Buying distilled water is pointless because the same distilling process means that the water in your five gallon jug of distilled water probably has some microplastics and some breakdown products from microplastics , which makes hauling those jugs home a classic pyrrhic exercise in futility.

But, really, how dangerous are these microplastics? Microplastics have been indicted by numerous studies for their association with colorectal, breast, lung and skin cancers, al of which are on the rise. Microplastics have been found IN THE LUNGS of lung cancer patients. They have even been found in human blood supplies so, in addition to all the fats we have circulating through out veins and arteries, we now have microplastics too. (There are good reasons to buy distilled water for certain uses, but drinking it isn’t advisable.)
Where do these microplastics come from? Microplastics first entered the environment around 5o years ago as ingredients in personal care products. That’s right. Make-up, shampoos, conditioners, and even toothpaste, but the massive increase in microplastic contamination result from the practice of dumping waste plastics into the ocean, which is where a lot of the plastics you put into your recycling bins really ended up. (It turns out there’s no real market for large scale conversion of used plastics because that’s a much more expensive process than producing the plastics from scratch. Only 9% of plastic waste is recycled into usable products….and that process releases microplastics into the atmosphere during the grinding and refining of the recycled materials.)

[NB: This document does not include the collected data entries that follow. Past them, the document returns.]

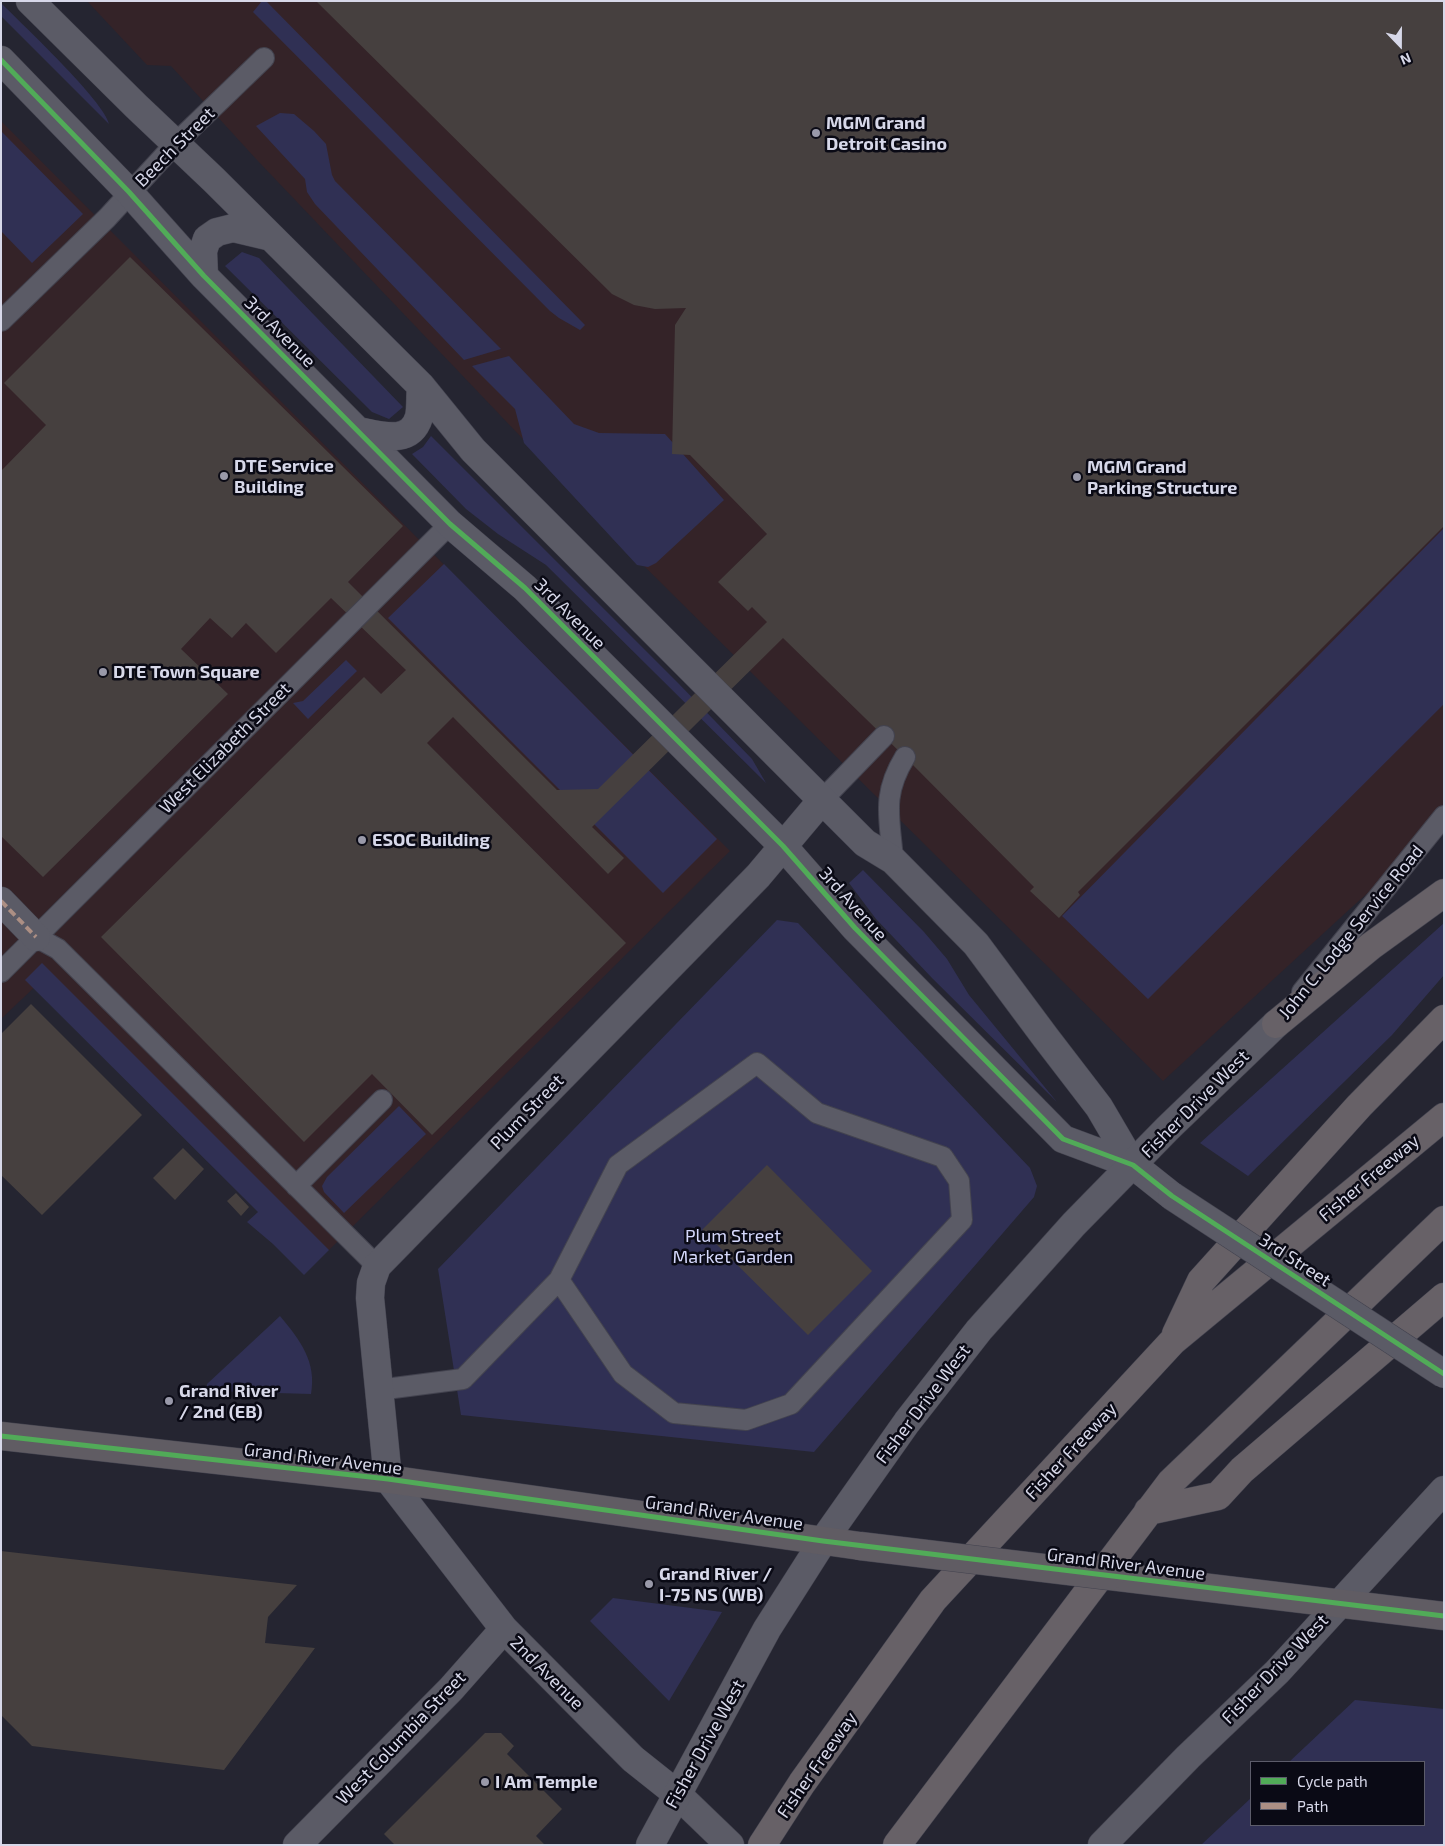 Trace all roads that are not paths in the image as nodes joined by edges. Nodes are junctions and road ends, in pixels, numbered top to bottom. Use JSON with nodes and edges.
{"nodes":[{"id":1,"x":30,"y":1,"type":"edge"},
{"id":2,"x":264,"y":58,"type":"dead end"},
{"id":3,"x":1,"y":60,"type":"edge"},
{"id":4,"x":176,"y":144,"type":"junction"},
{"id":5,"x":129,"y":192,"type":"junction"},
{"id":6,"x":271,"y":237,"type":"junction"},
{"id":7,"x":204,"y":276,"type":"junction"},
{"id":8,"x":1,"y":321,"type":"edge"},
{"id":9,"x":421,"y":386,"type":"junction"},
{"id":10,"x":358,"y":431,"type":"junction"},
{"id":11,"x":450,"y":524,"type":"junction"},
{"id":12,"x":884,"y":736,"type":"dead end"},
{"id":13,"x":905,"y":757,"type":"dead end"},
{"id":14,"x":822,"y":800,"type":"junction"},
{"id":15,"x":1444,"y":816,"type":"edge"},
{"id":16,"x":783,"y":846,"type":"junction"},
{"id":17,"x":893,"y":860,"type":"junction"},
{"id":18,"x":1444,"y":893,"type":"edge"},
{"id":19,"x":1,"y":901,"type":"edge"},
{"id":20,"x":36,"y":937,"type":"junction"},
{"id":21,"x":1,"y":972,"type":"edge"},
{"id":22,"x":1444,"y":1019,"type":"edge"},
{"id":23,"x":1276,"y":1024,"type":"junction"},
{"id":24,"x":382,"y":1100,"type":"dead end"},
{"id":25,"x":1444,"y":1117,"type":"edge"},
{"id":26,"x":1133,"y":1166,"type":"junction"},
{"id":27,"x":296,"y":1186,"type":"junction"},
{"id":28,"x":1444,"y":1220,"type":"edge"},
{"id":29,"x":377,"y":1266,"type":"junction"},
{"id":30,"x":559,"y":1280,"type":"junction"},
{"id":31,"x":1444,"y":1297,"type":"edge"},
{"id":32,"x":1173,"y":1341,"type":"junction"},
{"id":33,"x":1444,"y":1374,"type":"edge"},
{"id":34,"x":378,"y":1390,"type":"junction"},
{"id":35,"x":1,"y":1436,"type":"edge"},
{"id":36,"x":388,"y":1479,"type":"junction"},
{"id":37,"x":1444,"y":1490,"type":"edge"},
{"id":38,"x":1148,"y":1511,"type":"junction"},
{"id":39,"x":824,"y":1541,"type":"junction"},
{"id":40,"x":1339,"y":1604,"type":"junction"},
{"id":41,"x":1444,"y":1616,"type":"edge"},
{"id":42,"x":504,"y":1629,"type":"junction"},
{"id":43,"x":677,"y":1794,"type":"junction"},
{"id":44,"x":297,"y":1845,"type":"edge"},
{"id":45,"x":650,"y":1845,"type":"edge"},
{"id":46,"x":730,"y":1845,"type":"edge"},
{"id":47,"x":762,"y":1845,"type":"edge"},
{"id":48,"x":897,"y":1845,"type":"edge"},
{"id":49,"x":1102,"y":1845,"type":"edge"}],
"edges":[{"from":1,"to":4,"type":"street"},
{"from":2,"to":4,"type":"lane","name":"Beech Street"},
{"from":3,"to":5,"type":"street","name":"3rd Avenue"},
{"from":4,"to":5,"type":"lane","name":"Beech Street"},
{"from":4,"to":6,"type":"street"},
{"from":5,"to":7,"type":"street","name":"3rd Avenue"},
{"from":5,"to":8,"type":"lane","name":"Beech Street"},
{"from":6,"to":7,"type":"street"},
{"from":6,"to":9,"type":"street"},
{"from":7,"to":10,"type":"street","name":"3rd Avenue"},
{"from":9,"to":10,"type":"street"},
{"from":9,"to":14,"type":"street"},
{"from":10,"to":11,"type":"street","name":"3rd Avenue"},
{"from":11,"to":16,"type":"street","name":"3rd Avenue"},
{"from":11,"to":20,"type":"lane","name":"West Elizabeth Street"},
{"from":12,"to":14,"type":"lane"},
{"from":13,"to":17,"type":"lane"},
{"from":14,"to":16,"type":"street","name":"Plum Street"},
{"from":14,"to":17,"type":"street"},
{"from":15,"to":23,"type":"lane","name":"John C. Lodge Service Road"},
{"from":16,"to":26,"type":"street","name":"3rd Avenue"},
{"from":16,"to":29,"type":"street","name":"Plum Street"},
{"from":17,"to":26,"type":"street"},
{"from":18,"to":23,"type":"highway"},
{"from":19,"to":20,"type":"street"},
{"from":20,"to":21,"type":"lane","name":"West Elizabeth Street"},
{"from":20,"to":27,"type":"lane"},
{"from":22,"to":32,"type":"highway"},
{"from":23,"to":26,"type":"street","name":"Fisher Drive West"},
{"from":24,"to":27,"type":"lane"},
{"from":25,"to":32,"type":"highway","name":"Fisher Freeway"},
{"from":26,"to":33,"type":"street","name":"3rd Street","bridge":true},
{"from":26,"to":39,"type":"street","name":"Fisher Drive West"},
{"from":27,"to":29,"type":"lane"},
{"from":28,"to":38,"type":"highway"},
{"from":29,"to":34,"type":"street","name":"Plum Street"},
{"from":30,"to":30,"type":"lane"},
{"from":30,"to":34,"type":"lane"},
{"from":31,"to":38,"type":"highway"},
{"from":32,"to":47,"type":"highway","name":"Fisher Freeway"},
{"from":34,"to":36,"type":"street","name":"Plum Street"},
{"from":35,"to":36,"type":"main road","name":"Grand River Avenue"},
{"from":36,"to":39,"type":"main road","name":"Grand River Avenue"},
{"from":36,"to":42,"type":"street","name":"2nd Avenue"},
{"from":37,"to":40,"type":"street","name":"Fisher Drive West"},
{"from":38,"to":48,"type":"highway"},
{"from":39,"to":40,"type":"main road","name":"Grand River Avenue","bridge":true},
{"from":39,"to":43,"type":"street","name":"Fisher Drive West"},
{"from":40,"to":41,"type":"main road","name":"Grand River Avenue"},
{"from":40,"to":49,"type":"street","name":"Fisher Drive West"},
{"from":42,"to":43,"type":"street","name":"2nd Avenue"},
{"from":42,"to":44,"type":"street","name":"West Columbia Street"},
{"from":43,"to":45,"type":"street","name":"Fisher Drive West"},
{"from":43,"to":46,"type":"street","name":"2nd Avenue"}]}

Once in the ocean, the plastics breakdown due to the corrosive effects of sea water combined with ultraviolet rays from sunlight. We are now eating fish contaminated with microplastics….but it doesn’t stop with fish. Meat, vegetables, fruit….anything that needs water has microplastics in them now.

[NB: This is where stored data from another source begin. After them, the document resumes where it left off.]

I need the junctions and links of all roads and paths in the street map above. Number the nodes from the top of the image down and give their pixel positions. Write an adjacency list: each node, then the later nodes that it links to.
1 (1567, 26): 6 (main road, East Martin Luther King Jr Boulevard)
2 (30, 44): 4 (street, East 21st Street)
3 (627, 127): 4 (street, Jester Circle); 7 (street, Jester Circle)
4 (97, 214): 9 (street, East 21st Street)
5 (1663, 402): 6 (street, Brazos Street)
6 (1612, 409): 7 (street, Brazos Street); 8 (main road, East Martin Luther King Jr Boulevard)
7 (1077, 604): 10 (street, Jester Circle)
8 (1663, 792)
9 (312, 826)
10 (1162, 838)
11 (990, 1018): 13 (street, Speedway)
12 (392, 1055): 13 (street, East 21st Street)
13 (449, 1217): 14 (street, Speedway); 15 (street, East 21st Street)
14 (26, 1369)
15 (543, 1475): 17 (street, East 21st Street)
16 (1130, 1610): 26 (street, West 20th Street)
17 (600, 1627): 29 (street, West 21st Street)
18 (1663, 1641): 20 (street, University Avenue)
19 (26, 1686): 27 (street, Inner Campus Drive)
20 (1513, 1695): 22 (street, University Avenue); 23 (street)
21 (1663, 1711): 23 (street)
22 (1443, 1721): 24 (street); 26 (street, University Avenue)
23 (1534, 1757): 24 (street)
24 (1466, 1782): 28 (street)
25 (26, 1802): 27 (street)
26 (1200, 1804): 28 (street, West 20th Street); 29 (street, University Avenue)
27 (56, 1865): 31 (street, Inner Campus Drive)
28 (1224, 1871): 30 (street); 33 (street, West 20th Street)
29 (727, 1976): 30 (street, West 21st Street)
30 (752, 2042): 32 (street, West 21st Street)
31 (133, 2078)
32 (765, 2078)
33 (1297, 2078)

We use plastics throughout the food manufacturing and distribution process. It would be literally impossible to maintain the current food distribution system without plastic wraps, plastic packaging, and plastic coatings. The “alternative” plastics made from organic materials, or corn starch, are simply not robust enough to survive the food distribution process. I will bet that you have some food in your refrigerator right now that is stored one of those ubiquitous plastic containers that Chinese restaurants use for take out soup.  (By the way, get out of the habit of warming stuff up in plastic containers because that can also release microplastics and their components. Use glass containers.)
So, how does microplastic contamination connect with increasing incidences of certain cancer?  No one actually knows because no one is tracking that data, or at least no one is publishing it. The fragmentary statistics I’ve been able to gather include one study that claims one million people die each year simply from ingesting microplastics, but that sounds a little fishy to me. How could they possibly accumulate that data?
One thing is clear, however. Early onset cancers of the same varieties that are associated with microplastics have increased dramatically since the late 199os, which is exactly the same time line on which the saturation levels of microplastics in our environment have increased.

That’s a purely anecdotal speculation. The bottom line, however, is that we can’t stop using plastics, which means we can’t stop making then, and that means we are going to continue to be exposed to them and there really isn’t very much that we, individually or collectively, can do about it….unless you want to live off the grid in the Pacific Northwest, raising all your own food.

Wait. That won’t work either. The microplastics are in the rainwater in the Pacific Northwest.